_INPUT DATA_.
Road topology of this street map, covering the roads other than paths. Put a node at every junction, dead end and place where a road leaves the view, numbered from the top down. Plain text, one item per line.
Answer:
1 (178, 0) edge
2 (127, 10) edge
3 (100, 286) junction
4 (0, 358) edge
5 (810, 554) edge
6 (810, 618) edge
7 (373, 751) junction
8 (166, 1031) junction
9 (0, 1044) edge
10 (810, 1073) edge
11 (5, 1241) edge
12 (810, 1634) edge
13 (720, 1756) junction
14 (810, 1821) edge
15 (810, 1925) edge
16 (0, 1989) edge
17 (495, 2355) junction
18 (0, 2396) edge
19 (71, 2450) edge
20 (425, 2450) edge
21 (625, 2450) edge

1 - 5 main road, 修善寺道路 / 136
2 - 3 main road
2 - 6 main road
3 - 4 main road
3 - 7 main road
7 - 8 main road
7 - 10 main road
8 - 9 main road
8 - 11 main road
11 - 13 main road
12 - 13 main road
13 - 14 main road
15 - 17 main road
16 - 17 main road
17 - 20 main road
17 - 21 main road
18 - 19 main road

_AIM OF THE EXERCISE_.
Copy the lines of the listing exactly. Skip none.

_SOLUTION BELOW_.
Road topology of this street map, covering the roads other than paths. Put a node at every junction, dead end and place where a road leaves the view, numbered from the top down. Plain text, one item per line.
Answer:
1 (178, 0) edge
2 (127, 10) edge
3 (100, 286) junction
4 (0, 358) edge
5 (810, 554) edge
6 (810, 618) edge
7 (373, 751) junction
8 (166, 1031) junction
9 (0, 1044) edge
10 (810, 1073) edge
11 (5, 1241) edge
12 (810, 1634) edge
13 (720, 1756) junction
14 (810, 1821) edge
15 (810, 1925) edge
16 (0, 1989) edge
17 (495, 2355) junction
18 (0, 2396) edge
19 (71, 2450) edge
20 (425, 2450) edge
21 (625, 2450) edge

1 - 5 main road, 修善寺道路 / 136
2 - 3 main road
2 - 6 main road
3 - 4 main road
3 - 7 main road
7 - 8 main road
7 - 10 main road
8 - 9 main road
8 - 11 main road
11 - 13 main road
12 - 13 main road
13 - 14 main road
15 - 17 main road
16 - 17 main road
17 - 20 main road
17 - 21 main road
18 - 19 main road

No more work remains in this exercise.